Этот "порочный круг" был спасательным кругом петербургской культуры, заменой канувшего в небытие петербургского периода русской истории. Герой новой прозы шестидесятых - олицетворенный наследник "чудака Евгения", того, что "бедности стыдится, бензин вдыхает и судьбу клянет", и, конечно, пушкинского, неизвестно чем кормящегося самолюбивого обитателя Коломны.

В этом нельзя усомниться, обратившись, скажем, к героям Рида Грачева, к его петляющему на велосипеде вокруг Медного всадника простодушному Адамчику. Сформулировать, что такое нравственный императив, он не смог бы. Тем органичнее проступает сквозь образ авторское тавро: простодушие - в природе нравственных вещей. Особенно в век, когда гражданские свободы превращаются в звук пустой в устах лицемерных граждан. Для того чтобы в молодости набрести на этот мотив как литературно значимый, нужно было начитаться не одного Пушкина, но и его в этом вопросе предтечу - Вольтера.

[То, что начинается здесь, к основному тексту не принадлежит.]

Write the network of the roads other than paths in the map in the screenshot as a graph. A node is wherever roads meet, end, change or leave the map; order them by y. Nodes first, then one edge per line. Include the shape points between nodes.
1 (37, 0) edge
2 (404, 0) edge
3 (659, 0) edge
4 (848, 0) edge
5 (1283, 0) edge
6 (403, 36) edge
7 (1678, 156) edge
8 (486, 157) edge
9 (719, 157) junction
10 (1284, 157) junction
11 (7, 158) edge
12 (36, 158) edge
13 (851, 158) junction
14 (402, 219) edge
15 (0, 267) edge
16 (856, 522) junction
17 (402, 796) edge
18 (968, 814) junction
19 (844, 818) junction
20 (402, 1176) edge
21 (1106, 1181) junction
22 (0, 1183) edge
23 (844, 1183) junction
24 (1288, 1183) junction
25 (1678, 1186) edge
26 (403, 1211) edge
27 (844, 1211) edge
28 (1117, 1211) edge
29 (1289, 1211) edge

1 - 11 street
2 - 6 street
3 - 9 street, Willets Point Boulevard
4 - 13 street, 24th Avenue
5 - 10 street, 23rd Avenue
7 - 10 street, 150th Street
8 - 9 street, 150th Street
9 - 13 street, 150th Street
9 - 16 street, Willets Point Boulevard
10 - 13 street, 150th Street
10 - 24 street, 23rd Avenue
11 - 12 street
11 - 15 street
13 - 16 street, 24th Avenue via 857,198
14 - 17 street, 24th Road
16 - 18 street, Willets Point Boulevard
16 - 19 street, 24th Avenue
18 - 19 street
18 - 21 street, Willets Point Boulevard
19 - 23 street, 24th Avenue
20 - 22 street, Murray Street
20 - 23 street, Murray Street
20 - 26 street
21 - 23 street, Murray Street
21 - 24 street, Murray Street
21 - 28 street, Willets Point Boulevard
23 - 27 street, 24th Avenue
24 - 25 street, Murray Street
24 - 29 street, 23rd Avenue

Адамчик - работяга с мебельной фабрики. Немногим более преуспели в ленинградской жизни сами прозаики, возведшие подобного героя в перл создания. По выражению Владимира Арро, большинство писателей тех лет явились в литературу из "массы торопливо жующих младших научных сотрудников и инженеров" (Арро, разумеется, не исключает себя из их числа). А когда сами они и не принадлежали к итээровской прослойке, то все же не забывали героя своего к ней пристегнуть, как, например, Вольф в публикуемом рассказе "Как-никак лето". Забавно, что еще один прозаик, сделавший мысль о незаметном существователе северной столицы нервом своей прозы, - Борис Рохлин - из филологов сам подался в какие-то клерки одного из бесчисленных патентных бюро, а другой - Борис Дышленко - озаглавил цикл повестей выражением, самим за себя говорящим: "На цыпочках".

Тут-то интрига с возникновением новой питерской прозы и должна быть обнажена. По всей видимости, мы имеем дело с возрождением в ней "маленького человека", традиционного героя русской литературы, вроде бы окончательно пришибленного советским агитпропом. Возникает вопрос: а что, если это сам "маленький человек", собственной персоной, рванул на себя литературную дверь, так сказать, очнулся после вековой летаргии?

И чего это так радуется герой повести Битова "Сад":

""Господи! Какие мы все маленькие!" - воскликнул странный автор. "Это так! Это так!" - радовался Алексей".

Подобная радость, пожалуй, никому, кроме как новому питерскому герою, в русской литературе ведома не была.

Исследованию странной психической аномалии, позволившей в душе "твари дрожащей" открыть "величие замысла", не стыдно было посвятить хоть всю литературную жизнь. Доминантные черты петербургского сознания основательнее других исследованы тем же Битовым.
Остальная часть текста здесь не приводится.